__Materials provided__.
※

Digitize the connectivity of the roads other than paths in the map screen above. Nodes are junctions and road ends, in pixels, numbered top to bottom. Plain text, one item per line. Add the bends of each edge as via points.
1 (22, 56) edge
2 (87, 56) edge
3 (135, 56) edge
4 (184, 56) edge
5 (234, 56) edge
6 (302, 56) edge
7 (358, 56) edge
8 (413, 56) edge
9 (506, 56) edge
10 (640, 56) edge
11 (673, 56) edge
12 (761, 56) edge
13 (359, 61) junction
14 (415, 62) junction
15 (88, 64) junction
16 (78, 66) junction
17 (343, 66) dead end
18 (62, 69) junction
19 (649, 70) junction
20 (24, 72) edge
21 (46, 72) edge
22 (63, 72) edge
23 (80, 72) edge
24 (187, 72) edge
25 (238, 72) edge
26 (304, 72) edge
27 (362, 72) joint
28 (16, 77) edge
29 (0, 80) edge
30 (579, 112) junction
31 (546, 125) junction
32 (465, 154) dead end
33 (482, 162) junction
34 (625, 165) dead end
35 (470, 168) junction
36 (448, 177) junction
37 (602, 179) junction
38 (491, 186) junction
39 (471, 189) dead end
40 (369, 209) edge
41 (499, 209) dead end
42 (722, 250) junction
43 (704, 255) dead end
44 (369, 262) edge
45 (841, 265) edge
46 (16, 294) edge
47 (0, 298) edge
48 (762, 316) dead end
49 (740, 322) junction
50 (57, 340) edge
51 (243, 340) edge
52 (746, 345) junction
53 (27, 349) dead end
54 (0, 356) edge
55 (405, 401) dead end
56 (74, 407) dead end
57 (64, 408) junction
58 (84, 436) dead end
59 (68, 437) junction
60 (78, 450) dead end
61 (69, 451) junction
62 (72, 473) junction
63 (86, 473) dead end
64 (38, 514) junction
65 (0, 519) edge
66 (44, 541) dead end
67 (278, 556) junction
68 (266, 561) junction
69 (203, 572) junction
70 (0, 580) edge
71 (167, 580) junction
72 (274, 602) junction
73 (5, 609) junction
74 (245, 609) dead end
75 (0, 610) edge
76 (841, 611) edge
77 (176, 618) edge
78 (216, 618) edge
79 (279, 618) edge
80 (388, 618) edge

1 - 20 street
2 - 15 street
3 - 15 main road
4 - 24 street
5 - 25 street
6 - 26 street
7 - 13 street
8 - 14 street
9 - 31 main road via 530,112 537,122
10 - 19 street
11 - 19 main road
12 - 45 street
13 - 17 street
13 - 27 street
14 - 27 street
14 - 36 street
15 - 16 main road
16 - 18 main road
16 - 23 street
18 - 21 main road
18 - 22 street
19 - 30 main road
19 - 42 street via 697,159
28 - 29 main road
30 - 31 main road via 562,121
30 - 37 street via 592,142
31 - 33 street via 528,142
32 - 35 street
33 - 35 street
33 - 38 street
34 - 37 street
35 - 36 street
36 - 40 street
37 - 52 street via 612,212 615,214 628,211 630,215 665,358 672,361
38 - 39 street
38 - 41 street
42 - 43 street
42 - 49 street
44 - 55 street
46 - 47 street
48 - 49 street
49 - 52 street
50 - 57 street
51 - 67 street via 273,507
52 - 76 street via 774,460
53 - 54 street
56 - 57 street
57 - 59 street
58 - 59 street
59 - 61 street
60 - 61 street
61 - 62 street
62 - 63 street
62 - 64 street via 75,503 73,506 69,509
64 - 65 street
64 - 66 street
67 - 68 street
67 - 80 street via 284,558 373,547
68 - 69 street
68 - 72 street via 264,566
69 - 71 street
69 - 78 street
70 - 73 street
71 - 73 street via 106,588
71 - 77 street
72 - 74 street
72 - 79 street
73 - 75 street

※

__Task goal__. Give back the data above exactly as it appears.

__Answer section__.
Digitize the connectivity of the roads other than paths in the map screen above. Nodes are junctions and road ends, in pixels, numbered top to bottom. Plain text, one item per line. Add the bends of each edge as via points.
1 (22, 56) edge
2 (87, 56) edge
3 (135, 56) edge
4 (184, 56) edge
5 (234, 56) edge
6 (302, 56) edge
7 (358, 56) edge
8 (413, 56) edge
9 (506, 56) edge
10 (640, 56) edge
11 (673, 56) edge
12 (761, 56) edge
13 (359, 61) junction
14 (415, 62) junction
15 (88, 64) junction
16 (78, 66) junction
17 (343, 66) dead end
18 (62, 69) junction
19 (649, 70) junction
20 (24, 72) edge
21 (46, 72) edge
22 (63, 72) edge
23 (80, 72) edge
24 (187, 72) edge
25 (238, 72) edge
26 (304, 72) edge
27 (362, 72) joint
28 (16, 77) edge
29 (0, 80) edge
30 (579, 112) junction
31 (546, 125) junction
32 (465, 154) dead end
33 (482, 162) junction
34 (625, 165) dead end
35 (470, 168) junction
36 (448, 177) junction
37 (602, 179) junction
38 (491, 186) junction
39 (471, 189) dead end
40 (369, 209) edge
41 (499, 209) dead end
42 (722, 250) junction
43 (704, 255) dead end
44 (369, 262) edge
45 (841, 265) edge
46 (16, 294) edge
47 (0, 298) edge
48 (762, 316) dead end
49 (740, 322) junction
50 (57, 340) edge
51 (243, 340) edge
52 (746, 345) junction
53 (27, 349) dead end
54 (0, 356) edge
55 (405, 401) dead end
56 (74, 407) dead end
57 (64, 408) junction
58 (84, 436) dead end
59 (68, 437) junction
60 (78, 450) dead end
61 (69, 451) junction
62 (72, 473) junction
63 (86, 473) dead end
64 (38, 514) junction
65 (0, 519) edge
66 (44, 541) dead end
67 (278, 556) junction
68 (266, 561) junction
69 (203, 572) junction
70 (0, 580) edge
71 (167, 580) junction
72 (274, 602) junction
73 (5, 609) junction
74 (245, 609) dead end
75 (0, 610) edge
76 (841, 611) edge
77 (176, 618) edge
78 (216, 618) edge
79 (279, 618) edge
80 (388, 618) edge

1 - 20 street
2 - 15 street
3 - 15 main road
4 - 24 street
5 - 25 street
6 - 26 street
7 - 13 street
8 - 14 street
9 - 31 main road via 530,112 537,122
10 - 19 street
11 - 19 main road
12 - 45 street
13 - 17 street
13 - 27 street
14 - 27 street
14 - 36 street
15 - 16 main road
16 - 18 main road
16 - 23 street
18 - 21 main road
18 - 22 street
19 - 30 main road
19 - 42 street via 697,159
28 - 29 main road
30 - 31 main road via 562,121
30 - 37 street via 592,142
31 - 33 street via 528,142
32 - 35 street
33 - 35 street
33 - 38 street
34 - 37 street
35 - 36 street
36 - 40 street
37 - 52 street via 612,212 615,214 628,211 630,215 665,358 672,361
38 - 39 street
38 - 41 street
42 - 43 street
42 - 49 street
44 - 55 street
46 - 47 street
48 - 49 street
49 - 52 street
50 - 57 street
51 - 67 street via 273,507
52 - 76 street via 774,460
53 - 54 street
56 - 57 street
57 - 59 street
58 - 59 street
59 - 61 street
60 - 61 street
61 - 62 street
62 - 63 street
62 - 64 street via 75,503 73,506 69,509
64 - 65 street
64 - 66 street
67 - 68 street
67 - 80 street via 284,558 373,547
68 - 69 street
68 - 72 street via 264,566
69 - 71 street
69 - 78 street
70 - 73 street
71 - 73 street via 106,588
71 - 77 street
72 - 74 street
72 - 79 street
73 - 75 street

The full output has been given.